The irony is that this extended drama of political fratricide is happening just months to go before the assembly election in the State, tentatively due in February-March 2017. Worse, the Samajwadi Party seemed to have almost everything going for it. Akhilesh had things under his control. After the party suffered an ignominy of a wipe-out in the Lok Sabha election in 2014, where only members of the Yadav clan could win five seats and others were wiped out, it was believed that the Chief Minister had brought the development agenda back on the centrestage with fast-paced work in the infrastructure sector followed by a publicity blitzkrieg.
The impact was everywhere to be seen. People on the streets and leaders of different political hues admitted that this boy (Akhilesh) has worked and could have done better if he was allowed to work independently. The father and his chachas have created hurdles for him at political and government level, they whispered. There is a belief that despite being the Chief Minister, Akhilesh did not have the choice to select officers of his choice for CM’s secretariat. One or two ‘fixers’ are reportedly there in the CM’s office and are considered to be people of Mulayam’s choice.
Who said what
Mulayam Singh Yadav:
I cannot leave Shivpal Singh Yadav and Amar Singh. If Amar Singh had not helped me, I would have been in jail by now. And no one can separate Shivpal Singh from me. Akhilesh, listen, do not allow pride enter your head. Learn to listen to criticism. Akhilesh would remain as Chief Minister and Shivpal Singh would be State president.
Let Netaji install a Chief Minister who feels is honest … I will act against those who conspire against me. If there is any conspiracy against Netaji or Samajwadi Party, I will act against it… Amar Singh had planted story against me calling me Aurangzeb.
Shivpal Sigh Yadav:
Recently I went to meet the Chief Minister. He said he would float a party and ally with some other party in 2017 elections… I can swear by Ganga Jal.

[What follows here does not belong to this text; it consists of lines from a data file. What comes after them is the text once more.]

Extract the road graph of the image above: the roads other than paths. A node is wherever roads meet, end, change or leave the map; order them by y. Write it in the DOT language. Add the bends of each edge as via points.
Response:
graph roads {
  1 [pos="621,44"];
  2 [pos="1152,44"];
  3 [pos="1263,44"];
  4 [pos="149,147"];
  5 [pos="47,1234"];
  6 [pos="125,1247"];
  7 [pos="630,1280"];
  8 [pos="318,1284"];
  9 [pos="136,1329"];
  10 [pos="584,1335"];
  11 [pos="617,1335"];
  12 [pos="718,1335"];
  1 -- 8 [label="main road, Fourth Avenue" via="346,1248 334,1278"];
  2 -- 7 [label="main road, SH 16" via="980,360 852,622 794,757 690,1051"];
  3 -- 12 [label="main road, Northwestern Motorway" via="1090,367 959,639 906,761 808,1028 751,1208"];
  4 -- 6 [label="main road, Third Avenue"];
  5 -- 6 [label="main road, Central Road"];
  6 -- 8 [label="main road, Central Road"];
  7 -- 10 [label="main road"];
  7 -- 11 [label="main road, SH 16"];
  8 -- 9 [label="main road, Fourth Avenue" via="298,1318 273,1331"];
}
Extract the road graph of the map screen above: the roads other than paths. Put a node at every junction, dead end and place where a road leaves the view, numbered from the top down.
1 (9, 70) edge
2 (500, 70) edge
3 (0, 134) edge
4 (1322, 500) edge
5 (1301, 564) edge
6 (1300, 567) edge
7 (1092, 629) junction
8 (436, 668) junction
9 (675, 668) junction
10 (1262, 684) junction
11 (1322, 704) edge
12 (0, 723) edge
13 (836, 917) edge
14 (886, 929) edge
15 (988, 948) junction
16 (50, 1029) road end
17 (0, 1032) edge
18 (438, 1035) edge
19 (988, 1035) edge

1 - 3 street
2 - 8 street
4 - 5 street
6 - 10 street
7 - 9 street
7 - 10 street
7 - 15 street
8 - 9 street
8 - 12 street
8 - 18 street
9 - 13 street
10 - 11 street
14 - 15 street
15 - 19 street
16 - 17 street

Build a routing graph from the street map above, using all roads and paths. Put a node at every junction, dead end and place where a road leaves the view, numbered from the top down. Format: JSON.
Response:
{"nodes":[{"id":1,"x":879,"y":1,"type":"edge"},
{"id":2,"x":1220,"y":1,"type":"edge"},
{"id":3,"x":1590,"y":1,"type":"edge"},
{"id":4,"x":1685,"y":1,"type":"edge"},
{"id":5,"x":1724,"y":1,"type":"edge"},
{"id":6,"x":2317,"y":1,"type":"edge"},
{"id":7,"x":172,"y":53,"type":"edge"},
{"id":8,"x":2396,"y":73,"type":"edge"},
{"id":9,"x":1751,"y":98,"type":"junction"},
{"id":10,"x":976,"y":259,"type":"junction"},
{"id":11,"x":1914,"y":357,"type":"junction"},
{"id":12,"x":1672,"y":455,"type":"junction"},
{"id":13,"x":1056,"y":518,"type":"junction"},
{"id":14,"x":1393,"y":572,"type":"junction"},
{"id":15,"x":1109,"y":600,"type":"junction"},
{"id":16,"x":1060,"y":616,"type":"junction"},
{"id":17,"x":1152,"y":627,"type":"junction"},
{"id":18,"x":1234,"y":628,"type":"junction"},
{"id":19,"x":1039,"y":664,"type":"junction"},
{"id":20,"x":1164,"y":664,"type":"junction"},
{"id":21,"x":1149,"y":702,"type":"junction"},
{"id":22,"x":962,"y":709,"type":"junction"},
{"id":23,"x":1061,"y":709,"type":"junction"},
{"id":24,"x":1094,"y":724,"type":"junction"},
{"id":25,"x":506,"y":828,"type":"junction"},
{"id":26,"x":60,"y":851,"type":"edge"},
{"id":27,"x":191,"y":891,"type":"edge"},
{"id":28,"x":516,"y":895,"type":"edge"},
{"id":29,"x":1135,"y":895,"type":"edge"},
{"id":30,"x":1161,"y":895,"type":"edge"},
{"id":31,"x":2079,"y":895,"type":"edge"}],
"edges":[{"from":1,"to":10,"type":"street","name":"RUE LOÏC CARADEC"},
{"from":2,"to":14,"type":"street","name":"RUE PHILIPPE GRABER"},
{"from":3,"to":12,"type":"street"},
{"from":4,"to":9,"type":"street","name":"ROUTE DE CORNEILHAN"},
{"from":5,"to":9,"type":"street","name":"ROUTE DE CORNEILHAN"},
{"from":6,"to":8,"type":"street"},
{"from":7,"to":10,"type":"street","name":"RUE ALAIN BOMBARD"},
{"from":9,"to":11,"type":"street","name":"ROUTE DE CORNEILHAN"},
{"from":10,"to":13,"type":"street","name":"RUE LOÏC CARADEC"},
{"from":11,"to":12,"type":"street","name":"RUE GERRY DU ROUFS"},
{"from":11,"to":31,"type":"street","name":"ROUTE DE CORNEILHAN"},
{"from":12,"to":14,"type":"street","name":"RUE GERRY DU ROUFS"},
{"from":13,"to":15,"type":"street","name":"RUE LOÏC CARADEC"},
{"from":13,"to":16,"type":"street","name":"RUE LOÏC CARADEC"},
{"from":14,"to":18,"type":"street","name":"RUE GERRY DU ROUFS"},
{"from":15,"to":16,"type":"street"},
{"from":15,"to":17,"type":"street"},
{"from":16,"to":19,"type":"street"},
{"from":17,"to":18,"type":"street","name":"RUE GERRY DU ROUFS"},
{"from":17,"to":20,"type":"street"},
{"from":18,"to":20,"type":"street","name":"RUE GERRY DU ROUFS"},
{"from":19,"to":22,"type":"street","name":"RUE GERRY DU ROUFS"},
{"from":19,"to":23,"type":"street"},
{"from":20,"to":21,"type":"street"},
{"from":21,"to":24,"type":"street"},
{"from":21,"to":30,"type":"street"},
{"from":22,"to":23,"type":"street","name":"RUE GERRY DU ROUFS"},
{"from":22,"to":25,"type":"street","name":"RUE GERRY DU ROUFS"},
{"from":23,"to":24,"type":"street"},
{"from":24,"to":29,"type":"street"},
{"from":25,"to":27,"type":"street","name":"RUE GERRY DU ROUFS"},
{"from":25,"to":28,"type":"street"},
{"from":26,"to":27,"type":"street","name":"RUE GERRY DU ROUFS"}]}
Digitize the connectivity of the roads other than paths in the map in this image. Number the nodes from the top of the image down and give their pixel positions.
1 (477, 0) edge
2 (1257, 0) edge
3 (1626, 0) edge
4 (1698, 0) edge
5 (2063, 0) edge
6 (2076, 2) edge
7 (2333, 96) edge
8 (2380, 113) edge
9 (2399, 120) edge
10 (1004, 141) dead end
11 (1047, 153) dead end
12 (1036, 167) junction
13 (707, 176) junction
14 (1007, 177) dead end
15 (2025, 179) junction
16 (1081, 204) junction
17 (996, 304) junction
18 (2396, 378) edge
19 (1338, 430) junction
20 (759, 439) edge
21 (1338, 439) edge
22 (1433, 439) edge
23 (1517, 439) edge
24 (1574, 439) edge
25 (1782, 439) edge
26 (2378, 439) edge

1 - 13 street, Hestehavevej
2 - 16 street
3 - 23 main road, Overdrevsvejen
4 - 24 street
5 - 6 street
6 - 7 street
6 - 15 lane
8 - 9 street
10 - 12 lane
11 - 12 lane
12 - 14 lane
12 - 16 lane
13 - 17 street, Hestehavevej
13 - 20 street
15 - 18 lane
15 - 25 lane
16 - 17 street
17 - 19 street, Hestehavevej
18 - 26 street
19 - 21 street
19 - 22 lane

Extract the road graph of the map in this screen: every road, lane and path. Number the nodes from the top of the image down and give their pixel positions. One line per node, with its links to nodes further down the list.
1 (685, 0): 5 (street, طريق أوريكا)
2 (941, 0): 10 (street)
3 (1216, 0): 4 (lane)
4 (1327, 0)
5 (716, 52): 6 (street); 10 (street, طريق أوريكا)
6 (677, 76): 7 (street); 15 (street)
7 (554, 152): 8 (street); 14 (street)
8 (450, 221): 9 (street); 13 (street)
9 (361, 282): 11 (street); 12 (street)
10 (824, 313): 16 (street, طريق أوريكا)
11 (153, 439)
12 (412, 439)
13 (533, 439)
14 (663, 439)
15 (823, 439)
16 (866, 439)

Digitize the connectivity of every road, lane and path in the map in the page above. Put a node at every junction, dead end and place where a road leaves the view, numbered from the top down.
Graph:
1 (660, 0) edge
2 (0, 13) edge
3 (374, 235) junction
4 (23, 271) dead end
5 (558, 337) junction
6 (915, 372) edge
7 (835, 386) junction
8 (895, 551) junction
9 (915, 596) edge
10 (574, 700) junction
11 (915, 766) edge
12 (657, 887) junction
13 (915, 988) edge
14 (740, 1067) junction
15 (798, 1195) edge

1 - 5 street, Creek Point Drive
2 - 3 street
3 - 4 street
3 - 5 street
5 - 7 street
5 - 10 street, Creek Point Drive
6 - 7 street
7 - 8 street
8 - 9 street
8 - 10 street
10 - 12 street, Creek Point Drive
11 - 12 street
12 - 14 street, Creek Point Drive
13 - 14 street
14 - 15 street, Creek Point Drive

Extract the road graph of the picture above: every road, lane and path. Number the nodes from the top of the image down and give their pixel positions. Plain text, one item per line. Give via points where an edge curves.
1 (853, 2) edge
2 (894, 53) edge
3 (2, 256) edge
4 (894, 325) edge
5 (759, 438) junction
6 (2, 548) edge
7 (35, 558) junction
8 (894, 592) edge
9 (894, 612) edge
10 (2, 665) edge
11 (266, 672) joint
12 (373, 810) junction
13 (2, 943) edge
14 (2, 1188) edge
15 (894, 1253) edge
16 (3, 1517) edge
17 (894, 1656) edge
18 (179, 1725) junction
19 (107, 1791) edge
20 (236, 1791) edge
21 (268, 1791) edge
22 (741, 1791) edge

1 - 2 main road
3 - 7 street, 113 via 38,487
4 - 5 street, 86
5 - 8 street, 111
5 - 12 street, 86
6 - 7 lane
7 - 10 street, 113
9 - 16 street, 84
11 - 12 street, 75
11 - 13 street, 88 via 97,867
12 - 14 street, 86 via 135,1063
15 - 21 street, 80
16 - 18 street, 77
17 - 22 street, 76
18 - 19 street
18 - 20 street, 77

This dalal was everywhere in Akhilesh’s marriage. I respect Mulayam Singh ji… I respect Akhilesh … the son of Netaji … but am not in talking terms with the Chief Minister. In the politics of Samajwadi Party, Mulayam Singh is the lifeblood till now.
Ram Gopal Yadav:
Jahan Akhilesh, wahan Vijay (He said in his first letter released on Oct 23). I am with Akhilesh in his dharamyudh (He said in the second letter).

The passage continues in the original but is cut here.